Forum Stats

  • 3,782,046 Users
  • 2,254,585 Discussions
  • 7,879,901 Comments

Discussions

A simple question about indices

637288
637288 Member Posts: 488
edited Sep 16, 2009 9:35AM in Berkeley DB XML
Hi,

Suppose I have a query like
for $a in collection()//foo return $a[@bar='baz']
and I have an index for attribute bar. Is there a way to improve efficiency further by adding index for the node foo? Because then DB XML would know what documents in the container do not contain node foo and DB XML would simply skip those documents from the consideration. Yes, I know indices like edge-element-presence-none, but I can't see use of them in my query plans. Or am I doing smth wrong?

Thanks in advance,
Vyacheslav

Best Answer

  • 522770
    522770 Member Posts: 728
    Accepted Answer
    Hi Vyacheslav,

    If you've added a presence index of "foo" and it hasn't been used, it's because the cost optimizer has decided that the index isn't beneficial in you case. The cost optimizer won't always find the best query plan, but I think it's pretty good in cases like your query. You may find that adding more data or different data will give a different query plan - and may in fact use the presence index.

    John
«1

Answers

  • 597600
    597600 Member Posts: 250
    Defining the index as edge-attribute-equality-string (or -decimal or -date or whatever) should work. I have the following index and the query uses it:
    edge-attribute-equality-string for node {}:cgID
    query { for $bc in collection()//a:Broadcast where $bc/@cgID = 'dvrs' return $bc }
    Michael Ludwig
  • 637288
    637288 Member Posts: 488
    Thanks, Michael,

    but I said that I already had an attribute index and it's successfully being utilized in my queries. But then I thought that there might be further optimization by using somehow an index for the element that contains already indexed attribute.

    Vyacheslav
  • 597600
    597600 Member Posts: 250
    Hi Vyacheslav,

    maybe this is another misunderstanding, but I think that substituting an edge-attribute-equality-whatever for your node-attribute-equality-whatever is going to achieve precisely the optimization you're looking for. What this does is taking the parent of the attribute (or element) into account. In my example, I have a:Broadcast/@cgID and a:Category/@cgID and a need to differentiate between the two. With just node-, DBXML can only do this by analyzing the document after doing the index lookup to determine the parent; with edge-, the parent of the attribute (or element) is part of the index, so no further analysis (even parsing in the case of wholedoc containers) is needed. The query can be fully answered just by consulting the index.

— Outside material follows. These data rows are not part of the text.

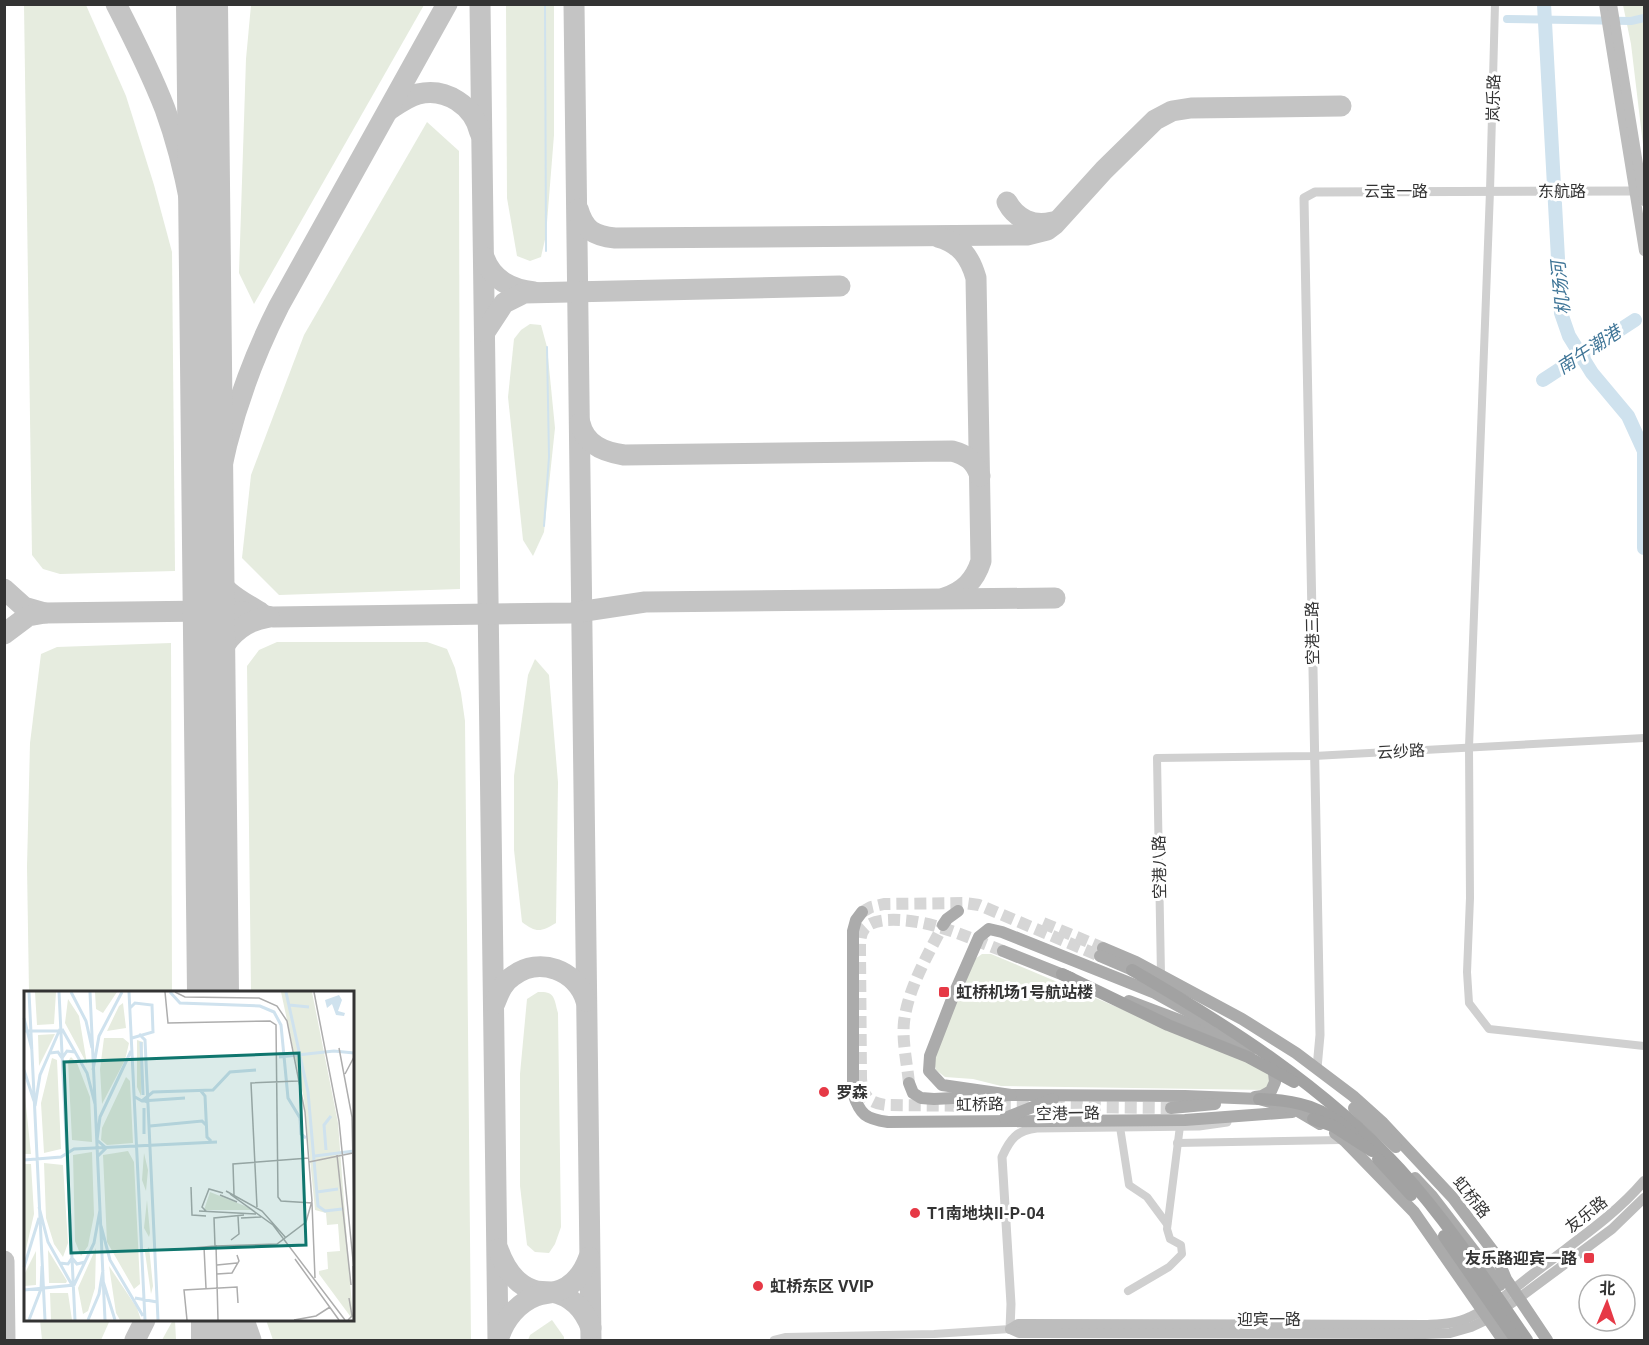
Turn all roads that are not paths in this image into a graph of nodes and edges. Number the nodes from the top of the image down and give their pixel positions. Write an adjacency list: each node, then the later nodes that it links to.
1 (1495, 4): 3 (street, 岚乐路)
2 (1608, 6): 5 (main road)
3 (1490, 191): 5 (street, 东航路); 6 (street, 云宝一路); 9 (street, 岚乐路)
4 (1617, 192): 5 (street)
5 (1640, 194): 7 (main road)
6 (1304, 198): 10 (street, 空港三路)
7 (1644, 251)
8 (1644, 738): 9 (street, 云纱路)
9 (1469, 747): 10 (street, 云纱路); 20 (street, 岚乐路)
10 (1314, 756): 11 (street, 云纱路); 22 (street, 空港三路)
11 (1157, 758): 19 (street, 空港八路)
12 (958, 911): 14 (main road)
13 (861, 912): 30 (main road, 虹桥路)
14 (943, 925)
15 (1002, 951): 18 (main road)
16 (1079, 962): 19 (main road); 21 (main road); 24 (main road)
17 (1132, 970): 19 (main road, 虹桥路); 31 (highway); 40 (main road, 虹桥路)
18 (1062, 974): 21 (main road); 31 (highway)
19 (1161, 975): 22 (main road, 虹桥路)
20 (1644, 1046)
21 (1261, 1052): 26 (main road); 40 (main road)
22 (1317, 1068): 40 (main road, 虹桥路)
23 (909, 1083): 24 (main road, 虹桥路)
24 (1011, 1095): 25 (main road, 虹桥路)
25 (1060, 1096): 26 (main road, 虹桥路); 30 (main road)
26 (1239, 1099): 27 (main road, 虹桥路)
27 (1258, 1100): 28 (main road); 29 (main road, 虹桥路); 36 (highway)
28 (1258, 1113): 29 (main road, 虹桥路); 30 (main road, 虹桥路); 32 (street, 空港一路)
29 (1309, 1117): 34 (main road, 虹桥路); 36 (highway)
30 (998, 1120)
31 (1354, 1125): 48 (highway)
32 (1180, 1126): 33 (street, 空港一路); 35 (street)
33 (1120, 1127): 39 (street); 43 (street, 空港一路)
34 (1345, 1141): 35 (street); 42 (main road, 虹桥路)
35 (1177, 1143): 39 (street)
36 (1372, 1151): 47 (highway)
37 (1644, 1181): 40 (main road, 友乐路)
38 (1644, 1198): 40 (main road, 友乐路)
39 (1167, 1224): 41 (street)
40 (1510, 1288): 42 (main road, 迎宾一路); 49 (main road, 虹桥路)
41 (1128, 1291)
42 (1486, 1315): 43 (main road, 迎宾一路); 46 (main road, 虹桥路)
43 (1015, 1333): 44 (street, 迎宾一路)
44 (934, 1337): 45 (street, 迎宾一路)
45 (774, 1341)
46 (1503, 1341)
47 (1515, 1341)
48 (1527, 1341)
49 (1547, 1341)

    You could also keep your node- index if there are cases where you need it and create the edge- index in addition to cover the use case you're presenting here.

    Michael Ludwig
  • 637288
    637288 Member Posts: 488
    thanks Michael. Actually I'm using an edge-atribute-equality-string index. But my question was whether I can do some optimimzations by providing some index for the parent element. Or an edge index on the attribute is totally enough. Most like, it is.

    Vyacheslav
  • 522770
    522770 Member Posts: 728
    Accepted Answer
    Hi Vyacheslav,

    If you've added a presence index of "foo" and it hasn't been used, it's because the cost optimizer has decided that the index isn't beneficial in you case. The cost optimizer won't always find the best query plan, but I think it's pretty good in cases like your query. You may find that adding more data or different data will give a different query plan - and may in fact use the presence index.

    John
  • 637288
    637288 Member Posts: 488
    Thanks, John!

    That's what I was asking for.

    Vyacheslav
  • 597600
    597600 Member Posts: 250
    Maybe there is a flaw in my logic, but I think that for the examples given in this thread, the set of documents (or nodes) retrievable by an edge-attribute-whatever index is a strict subset of the set of documents (or nodes) retrievable by a node-element-presence index on the parent element. Which means that it is impossible for the latter to have better selectivity than the former. Which means the optimizer should never prefer the latter to the former. If this is not so, please correct my assumption.

    Michael Ludwig
  • 522770
    522770 Member Posts: 728
    Your logic about edge indexes is sound, but the query optimizer is probabilistic so I guess it could choose to use a presence index on "foo" even with an edge index on the attribute.

    John
  • 597600
    597600 Member Posts: 250
    Thanks, John. My naive understanding after a quick web search is that a probabilistic optimizer is called such in opposition to a deterministic optimizer. The former may consult statistics based on usage data, heuristics, or just throw in some plain randomness, while the letter is, well, deterministic, and acts like a pure function, free of side-effects. Is that about correct?

    Michael Ludwig
  • 522770
    522770 Member Posts: 728
    I wasn't using the term "probabilistic" in opposition to "deterministic". DB XML's optimizer is "deterministic" in that given the same data and indexes it will pick the same query plan. What I was meaning is that the underlying algorithms are an approximation of what happens when the query runs, and also take some heuristic short cuts to prune the query plan search space. As such, it may not find the best query plan - but it usually finds a good query plan.

    John
This discussion has been closed.